* _WHAT IS REQUIRED_: Look through the entries below and show every line containing the word "Angkatan".

──────── EXTRACTED INFORMATION

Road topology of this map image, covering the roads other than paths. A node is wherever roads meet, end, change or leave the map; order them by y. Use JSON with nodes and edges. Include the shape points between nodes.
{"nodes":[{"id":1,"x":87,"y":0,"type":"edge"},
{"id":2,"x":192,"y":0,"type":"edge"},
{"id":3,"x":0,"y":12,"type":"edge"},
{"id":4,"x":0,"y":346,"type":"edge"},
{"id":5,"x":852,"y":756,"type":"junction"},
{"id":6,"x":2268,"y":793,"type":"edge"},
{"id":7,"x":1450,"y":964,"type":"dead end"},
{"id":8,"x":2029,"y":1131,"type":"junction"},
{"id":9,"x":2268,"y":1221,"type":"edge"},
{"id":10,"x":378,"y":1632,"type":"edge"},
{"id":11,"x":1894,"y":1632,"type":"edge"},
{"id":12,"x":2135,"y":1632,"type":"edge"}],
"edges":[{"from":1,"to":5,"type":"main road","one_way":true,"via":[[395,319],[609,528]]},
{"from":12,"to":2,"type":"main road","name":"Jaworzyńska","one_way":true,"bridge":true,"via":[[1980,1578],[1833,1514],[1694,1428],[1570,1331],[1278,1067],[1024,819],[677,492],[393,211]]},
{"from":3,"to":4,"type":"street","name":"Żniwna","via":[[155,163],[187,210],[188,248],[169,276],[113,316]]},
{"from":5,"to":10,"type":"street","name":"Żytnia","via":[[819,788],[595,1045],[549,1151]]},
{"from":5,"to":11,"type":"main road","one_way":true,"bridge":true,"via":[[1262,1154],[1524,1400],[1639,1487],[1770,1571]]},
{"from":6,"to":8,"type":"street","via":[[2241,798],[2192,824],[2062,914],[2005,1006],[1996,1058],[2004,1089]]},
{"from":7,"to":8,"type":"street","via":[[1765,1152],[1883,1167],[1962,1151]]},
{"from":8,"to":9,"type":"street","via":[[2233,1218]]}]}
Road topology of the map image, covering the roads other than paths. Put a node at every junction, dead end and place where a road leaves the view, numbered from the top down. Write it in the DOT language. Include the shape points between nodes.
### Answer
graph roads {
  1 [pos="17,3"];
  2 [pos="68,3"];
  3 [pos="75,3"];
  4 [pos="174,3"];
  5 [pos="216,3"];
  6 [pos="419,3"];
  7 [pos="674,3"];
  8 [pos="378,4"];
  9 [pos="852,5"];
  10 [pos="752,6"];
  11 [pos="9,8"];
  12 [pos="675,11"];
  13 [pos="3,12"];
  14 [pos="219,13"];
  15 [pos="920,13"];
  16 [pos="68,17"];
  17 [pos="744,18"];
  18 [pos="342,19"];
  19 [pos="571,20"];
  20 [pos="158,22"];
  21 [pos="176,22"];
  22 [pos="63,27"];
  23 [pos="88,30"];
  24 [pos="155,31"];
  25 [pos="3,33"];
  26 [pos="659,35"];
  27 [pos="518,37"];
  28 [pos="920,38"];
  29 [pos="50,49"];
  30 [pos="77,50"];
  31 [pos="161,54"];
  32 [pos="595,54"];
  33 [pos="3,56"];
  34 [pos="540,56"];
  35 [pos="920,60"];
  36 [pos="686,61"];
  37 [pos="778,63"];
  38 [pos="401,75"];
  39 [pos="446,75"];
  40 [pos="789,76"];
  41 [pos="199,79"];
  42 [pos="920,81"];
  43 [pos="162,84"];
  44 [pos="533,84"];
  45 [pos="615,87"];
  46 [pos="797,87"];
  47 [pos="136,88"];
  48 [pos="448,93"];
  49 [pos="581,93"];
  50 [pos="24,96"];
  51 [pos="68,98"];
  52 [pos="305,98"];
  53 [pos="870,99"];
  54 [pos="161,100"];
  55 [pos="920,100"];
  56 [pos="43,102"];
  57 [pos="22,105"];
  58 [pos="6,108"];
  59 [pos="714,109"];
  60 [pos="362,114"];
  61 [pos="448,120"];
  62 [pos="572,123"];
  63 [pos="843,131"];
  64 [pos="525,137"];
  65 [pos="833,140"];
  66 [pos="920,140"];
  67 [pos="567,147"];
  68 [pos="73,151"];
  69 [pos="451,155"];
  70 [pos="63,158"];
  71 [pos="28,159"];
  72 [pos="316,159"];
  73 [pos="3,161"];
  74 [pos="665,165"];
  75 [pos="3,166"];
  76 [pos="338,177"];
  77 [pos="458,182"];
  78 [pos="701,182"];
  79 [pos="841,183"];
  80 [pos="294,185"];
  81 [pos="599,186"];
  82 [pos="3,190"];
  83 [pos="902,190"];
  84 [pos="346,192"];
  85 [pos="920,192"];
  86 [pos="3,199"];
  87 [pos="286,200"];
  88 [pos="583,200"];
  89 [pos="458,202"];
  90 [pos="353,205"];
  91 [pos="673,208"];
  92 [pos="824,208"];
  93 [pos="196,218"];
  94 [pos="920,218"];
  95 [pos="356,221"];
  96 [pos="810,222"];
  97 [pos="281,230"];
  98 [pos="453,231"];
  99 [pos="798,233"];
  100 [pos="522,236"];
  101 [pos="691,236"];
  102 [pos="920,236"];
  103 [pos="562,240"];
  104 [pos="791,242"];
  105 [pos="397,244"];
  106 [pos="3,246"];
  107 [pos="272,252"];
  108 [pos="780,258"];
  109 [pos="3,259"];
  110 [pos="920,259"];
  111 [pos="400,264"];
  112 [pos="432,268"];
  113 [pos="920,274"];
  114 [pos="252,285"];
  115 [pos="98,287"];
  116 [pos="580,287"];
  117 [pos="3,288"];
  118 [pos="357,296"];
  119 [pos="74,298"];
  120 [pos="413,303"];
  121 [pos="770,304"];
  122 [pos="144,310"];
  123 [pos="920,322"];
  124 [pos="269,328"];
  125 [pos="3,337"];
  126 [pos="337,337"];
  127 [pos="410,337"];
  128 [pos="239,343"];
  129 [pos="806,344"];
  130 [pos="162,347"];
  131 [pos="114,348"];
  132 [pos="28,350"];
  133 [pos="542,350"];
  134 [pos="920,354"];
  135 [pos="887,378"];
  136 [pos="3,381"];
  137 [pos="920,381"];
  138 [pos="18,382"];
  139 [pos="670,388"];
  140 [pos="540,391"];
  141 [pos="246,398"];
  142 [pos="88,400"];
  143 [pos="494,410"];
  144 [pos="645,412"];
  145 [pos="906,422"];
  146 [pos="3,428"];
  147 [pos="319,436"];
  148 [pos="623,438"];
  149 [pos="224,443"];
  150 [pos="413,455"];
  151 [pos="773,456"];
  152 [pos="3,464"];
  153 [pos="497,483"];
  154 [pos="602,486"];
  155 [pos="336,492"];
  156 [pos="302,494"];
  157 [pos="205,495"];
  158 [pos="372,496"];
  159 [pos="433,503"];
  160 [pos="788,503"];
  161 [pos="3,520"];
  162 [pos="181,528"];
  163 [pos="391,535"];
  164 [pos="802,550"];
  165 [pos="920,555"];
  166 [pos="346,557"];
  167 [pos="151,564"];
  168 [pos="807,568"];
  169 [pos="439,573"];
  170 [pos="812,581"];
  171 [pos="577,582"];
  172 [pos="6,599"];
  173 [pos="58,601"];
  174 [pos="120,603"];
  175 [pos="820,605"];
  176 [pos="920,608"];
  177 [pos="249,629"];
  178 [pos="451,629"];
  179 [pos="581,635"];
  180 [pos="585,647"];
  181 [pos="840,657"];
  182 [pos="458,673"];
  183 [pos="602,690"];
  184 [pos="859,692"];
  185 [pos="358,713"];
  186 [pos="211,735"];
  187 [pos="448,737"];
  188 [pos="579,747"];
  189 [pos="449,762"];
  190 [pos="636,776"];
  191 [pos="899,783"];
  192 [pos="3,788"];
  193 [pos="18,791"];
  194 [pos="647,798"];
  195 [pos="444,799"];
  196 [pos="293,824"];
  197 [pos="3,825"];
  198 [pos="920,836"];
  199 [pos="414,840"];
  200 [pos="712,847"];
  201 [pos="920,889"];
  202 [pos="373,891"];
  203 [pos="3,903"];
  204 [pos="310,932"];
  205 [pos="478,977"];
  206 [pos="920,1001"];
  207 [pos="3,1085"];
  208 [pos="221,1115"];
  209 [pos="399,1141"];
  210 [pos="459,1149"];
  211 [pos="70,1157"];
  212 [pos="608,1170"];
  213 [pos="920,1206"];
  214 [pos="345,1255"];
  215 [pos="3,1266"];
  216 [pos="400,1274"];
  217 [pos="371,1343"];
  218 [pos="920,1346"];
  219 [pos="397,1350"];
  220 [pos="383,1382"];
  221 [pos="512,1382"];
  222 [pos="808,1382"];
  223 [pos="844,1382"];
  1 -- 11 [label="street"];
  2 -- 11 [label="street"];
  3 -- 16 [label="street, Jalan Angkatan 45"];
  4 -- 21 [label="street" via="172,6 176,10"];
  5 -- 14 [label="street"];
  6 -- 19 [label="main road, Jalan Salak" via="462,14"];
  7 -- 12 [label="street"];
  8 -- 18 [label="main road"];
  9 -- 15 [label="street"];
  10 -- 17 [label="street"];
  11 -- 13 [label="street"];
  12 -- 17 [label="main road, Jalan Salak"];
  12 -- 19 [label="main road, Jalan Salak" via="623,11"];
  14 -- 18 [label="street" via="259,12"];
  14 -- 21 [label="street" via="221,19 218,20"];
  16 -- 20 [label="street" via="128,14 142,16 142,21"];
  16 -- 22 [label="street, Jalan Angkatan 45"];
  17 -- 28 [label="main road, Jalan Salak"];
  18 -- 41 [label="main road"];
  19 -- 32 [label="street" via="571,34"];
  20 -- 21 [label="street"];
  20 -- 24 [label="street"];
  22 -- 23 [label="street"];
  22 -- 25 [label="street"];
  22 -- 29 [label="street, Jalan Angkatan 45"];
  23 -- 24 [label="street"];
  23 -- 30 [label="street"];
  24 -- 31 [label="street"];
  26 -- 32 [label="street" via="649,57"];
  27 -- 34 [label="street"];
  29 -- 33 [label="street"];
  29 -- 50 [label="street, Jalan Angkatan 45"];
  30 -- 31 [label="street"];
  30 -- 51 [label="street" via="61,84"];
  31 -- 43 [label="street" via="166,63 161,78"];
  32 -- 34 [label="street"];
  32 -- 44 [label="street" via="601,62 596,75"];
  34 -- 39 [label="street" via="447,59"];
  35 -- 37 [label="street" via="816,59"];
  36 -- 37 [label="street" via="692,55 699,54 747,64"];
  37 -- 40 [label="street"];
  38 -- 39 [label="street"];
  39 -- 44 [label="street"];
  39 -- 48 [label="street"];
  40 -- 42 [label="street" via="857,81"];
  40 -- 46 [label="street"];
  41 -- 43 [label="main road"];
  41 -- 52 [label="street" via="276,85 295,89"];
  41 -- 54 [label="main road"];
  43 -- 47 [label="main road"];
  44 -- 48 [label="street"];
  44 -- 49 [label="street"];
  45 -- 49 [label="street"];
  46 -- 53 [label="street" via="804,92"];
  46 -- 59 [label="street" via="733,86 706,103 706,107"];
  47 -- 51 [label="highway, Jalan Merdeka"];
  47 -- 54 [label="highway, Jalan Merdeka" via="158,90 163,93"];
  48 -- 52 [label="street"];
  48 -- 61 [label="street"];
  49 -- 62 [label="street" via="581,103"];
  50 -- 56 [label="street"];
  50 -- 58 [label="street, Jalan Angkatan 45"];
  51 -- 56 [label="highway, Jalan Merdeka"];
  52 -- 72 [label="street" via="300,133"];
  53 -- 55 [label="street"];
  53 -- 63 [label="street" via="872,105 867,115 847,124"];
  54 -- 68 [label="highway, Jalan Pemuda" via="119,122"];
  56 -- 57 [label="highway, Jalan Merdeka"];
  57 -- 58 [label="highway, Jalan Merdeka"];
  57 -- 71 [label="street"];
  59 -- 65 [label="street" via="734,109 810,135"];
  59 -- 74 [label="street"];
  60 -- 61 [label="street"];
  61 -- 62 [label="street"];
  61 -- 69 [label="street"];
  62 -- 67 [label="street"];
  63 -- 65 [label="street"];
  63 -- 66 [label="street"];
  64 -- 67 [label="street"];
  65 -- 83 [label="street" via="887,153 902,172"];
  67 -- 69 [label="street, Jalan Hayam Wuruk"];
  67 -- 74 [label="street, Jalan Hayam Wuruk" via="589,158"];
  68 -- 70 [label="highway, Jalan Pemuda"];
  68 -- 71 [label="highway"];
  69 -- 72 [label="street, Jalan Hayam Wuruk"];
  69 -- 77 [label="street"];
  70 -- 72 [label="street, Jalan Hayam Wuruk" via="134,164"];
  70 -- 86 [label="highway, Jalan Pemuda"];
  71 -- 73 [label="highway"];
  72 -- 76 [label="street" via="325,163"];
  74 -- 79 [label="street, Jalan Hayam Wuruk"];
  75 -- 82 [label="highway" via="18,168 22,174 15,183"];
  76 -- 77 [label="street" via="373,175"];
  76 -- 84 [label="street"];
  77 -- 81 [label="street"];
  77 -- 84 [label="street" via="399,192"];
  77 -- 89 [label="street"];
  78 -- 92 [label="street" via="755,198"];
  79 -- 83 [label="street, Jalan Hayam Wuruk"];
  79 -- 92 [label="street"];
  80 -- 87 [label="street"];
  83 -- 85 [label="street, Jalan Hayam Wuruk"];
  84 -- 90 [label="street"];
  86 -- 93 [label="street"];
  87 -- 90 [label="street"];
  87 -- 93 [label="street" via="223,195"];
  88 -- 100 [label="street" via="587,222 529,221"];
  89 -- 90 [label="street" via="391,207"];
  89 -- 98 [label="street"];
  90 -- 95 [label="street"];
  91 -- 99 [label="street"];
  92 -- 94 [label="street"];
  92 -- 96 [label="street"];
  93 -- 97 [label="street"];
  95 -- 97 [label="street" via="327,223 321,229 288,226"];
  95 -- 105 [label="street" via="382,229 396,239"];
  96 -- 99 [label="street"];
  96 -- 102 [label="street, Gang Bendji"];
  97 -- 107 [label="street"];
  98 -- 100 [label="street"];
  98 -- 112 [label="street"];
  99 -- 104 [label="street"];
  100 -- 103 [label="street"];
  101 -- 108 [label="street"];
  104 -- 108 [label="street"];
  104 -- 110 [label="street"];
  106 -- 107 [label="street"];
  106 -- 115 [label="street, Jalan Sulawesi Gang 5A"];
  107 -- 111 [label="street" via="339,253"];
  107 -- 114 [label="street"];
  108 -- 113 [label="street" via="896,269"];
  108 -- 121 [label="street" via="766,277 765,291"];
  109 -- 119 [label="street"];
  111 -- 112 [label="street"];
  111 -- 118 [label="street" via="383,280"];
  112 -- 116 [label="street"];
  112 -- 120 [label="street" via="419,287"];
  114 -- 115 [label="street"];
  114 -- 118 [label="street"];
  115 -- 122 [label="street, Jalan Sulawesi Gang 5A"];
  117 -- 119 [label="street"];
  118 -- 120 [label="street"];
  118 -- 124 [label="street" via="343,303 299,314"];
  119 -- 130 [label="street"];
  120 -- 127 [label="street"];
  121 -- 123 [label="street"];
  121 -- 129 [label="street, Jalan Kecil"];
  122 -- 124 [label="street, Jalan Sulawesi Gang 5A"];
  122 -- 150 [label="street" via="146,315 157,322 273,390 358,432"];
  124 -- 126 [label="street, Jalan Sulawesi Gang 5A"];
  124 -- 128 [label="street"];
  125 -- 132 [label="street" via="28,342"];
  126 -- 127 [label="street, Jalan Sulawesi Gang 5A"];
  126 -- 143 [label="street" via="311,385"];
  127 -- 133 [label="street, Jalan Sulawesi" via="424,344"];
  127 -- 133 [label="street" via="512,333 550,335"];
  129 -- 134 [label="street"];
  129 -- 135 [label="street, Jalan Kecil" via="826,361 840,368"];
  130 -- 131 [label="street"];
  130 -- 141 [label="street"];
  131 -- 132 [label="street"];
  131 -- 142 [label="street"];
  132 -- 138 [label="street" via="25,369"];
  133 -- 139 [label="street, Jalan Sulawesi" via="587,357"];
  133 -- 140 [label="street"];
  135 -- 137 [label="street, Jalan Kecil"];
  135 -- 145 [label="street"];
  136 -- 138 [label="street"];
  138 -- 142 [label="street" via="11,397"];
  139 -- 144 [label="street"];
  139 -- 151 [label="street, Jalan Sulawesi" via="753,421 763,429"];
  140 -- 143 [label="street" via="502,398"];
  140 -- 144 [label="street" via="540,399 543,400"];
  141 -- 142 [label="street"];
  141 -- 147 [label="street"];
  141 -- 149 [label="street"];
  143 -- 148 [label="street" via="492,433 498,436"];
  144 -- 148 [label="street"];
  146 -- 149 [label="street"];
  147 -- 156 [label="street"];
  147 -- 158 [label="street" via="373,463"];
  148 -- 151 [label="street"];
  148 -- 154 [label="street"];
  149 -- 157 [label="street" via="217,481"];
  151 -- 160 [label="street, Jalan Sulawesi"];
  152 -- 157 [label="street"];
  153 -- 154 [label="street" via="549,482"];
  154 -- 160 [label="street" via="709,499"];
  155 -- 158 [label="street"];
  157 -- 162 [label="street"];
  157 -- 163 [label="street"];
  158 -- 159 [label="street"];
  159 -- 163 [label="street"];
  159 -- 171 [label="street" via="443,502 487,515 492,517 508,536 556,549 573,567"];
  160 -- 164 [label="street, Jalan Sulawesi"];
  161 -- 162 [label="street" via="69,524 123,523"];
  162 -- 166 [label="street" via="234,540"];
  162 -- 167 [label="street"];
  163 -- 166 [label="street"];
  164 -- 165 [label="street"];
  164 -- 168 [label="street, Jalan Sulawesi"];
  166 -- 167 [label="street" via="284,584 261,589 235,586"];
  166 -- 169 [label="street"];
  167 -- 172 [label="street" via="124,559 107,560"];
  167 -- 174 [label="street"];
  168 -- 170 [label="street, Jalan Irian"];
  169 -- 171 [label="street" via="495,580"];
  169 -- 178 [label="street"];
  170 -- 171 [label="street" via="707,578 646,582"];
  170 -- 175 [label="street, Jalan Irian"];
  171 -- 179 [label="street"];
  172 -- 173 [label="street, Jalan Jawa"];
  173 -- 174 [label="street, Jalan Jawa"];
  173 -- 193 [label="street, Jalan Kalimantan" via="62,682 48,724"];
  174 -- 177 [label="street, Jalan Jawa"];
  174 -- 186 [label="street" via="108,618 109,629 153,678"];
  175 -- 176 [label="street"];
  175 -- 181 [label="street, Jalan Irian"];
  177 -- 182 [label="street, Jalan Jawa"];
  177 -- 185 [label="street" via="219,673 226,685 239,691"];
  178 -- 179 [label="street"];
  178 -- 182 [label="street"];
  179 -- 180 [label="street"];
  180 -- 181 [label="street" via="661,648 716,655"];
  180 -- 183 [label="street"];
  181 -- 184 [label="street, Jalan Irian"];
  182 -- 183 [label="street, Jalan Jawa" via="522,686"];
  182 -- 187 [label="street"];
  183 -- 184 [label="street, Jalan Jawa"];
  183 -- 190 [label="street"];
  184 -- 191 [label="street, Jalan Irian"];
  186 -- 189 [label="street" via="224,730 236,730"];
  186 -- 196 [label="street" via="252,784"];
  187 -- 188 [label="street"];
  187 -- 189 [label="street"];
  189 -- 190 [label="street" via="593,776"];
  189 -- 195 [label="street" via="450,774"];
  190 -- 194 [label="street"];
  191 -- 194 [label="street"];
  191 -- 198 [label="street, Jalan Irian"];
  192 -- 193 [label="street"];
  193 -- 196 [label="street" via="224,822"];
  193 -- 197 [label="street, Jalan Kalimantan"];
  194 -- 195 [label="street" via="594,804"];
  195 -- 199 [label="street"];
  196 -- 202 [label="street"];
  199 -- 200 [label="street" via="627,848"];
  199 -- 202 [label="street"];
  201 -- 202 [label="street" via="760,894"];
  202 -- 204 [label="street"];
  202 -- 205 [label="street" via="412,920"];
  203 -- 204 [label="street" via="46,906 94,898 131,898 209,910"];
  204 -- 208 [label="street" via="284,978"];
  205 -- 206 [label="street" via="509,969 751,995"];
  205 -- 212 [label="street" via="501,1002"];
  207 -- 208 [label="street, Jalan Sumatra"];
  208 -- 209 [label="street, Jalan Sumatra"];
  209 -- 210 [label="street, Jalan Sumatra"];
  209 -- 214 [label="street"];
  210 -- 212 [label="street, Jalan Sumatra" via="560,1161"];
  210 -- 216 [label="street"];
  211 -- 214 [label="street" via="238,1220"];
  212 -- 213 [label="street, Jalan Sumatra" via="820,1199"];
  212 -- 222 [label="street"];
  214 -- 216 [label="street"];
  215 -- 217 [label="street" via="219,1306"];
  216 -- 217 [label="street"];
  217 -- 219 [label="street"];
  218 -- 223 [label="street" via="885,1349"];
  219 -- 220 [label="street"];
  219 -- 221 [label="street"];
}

────────────────

* _WRITTEN RESPONSE_:
  3 -- 16 [label="street, Jalan Angkatan 45"];
  16 -- 22 [label="street, Jalan Angkatan 45"];
  22 -- 29 [label="street, Jalan Angkatan 45"];
  29 -- 50 [label="street, Jalan Angkatan 45"];
  50 -- 58 [label="street, Jalan Angkatan 45"];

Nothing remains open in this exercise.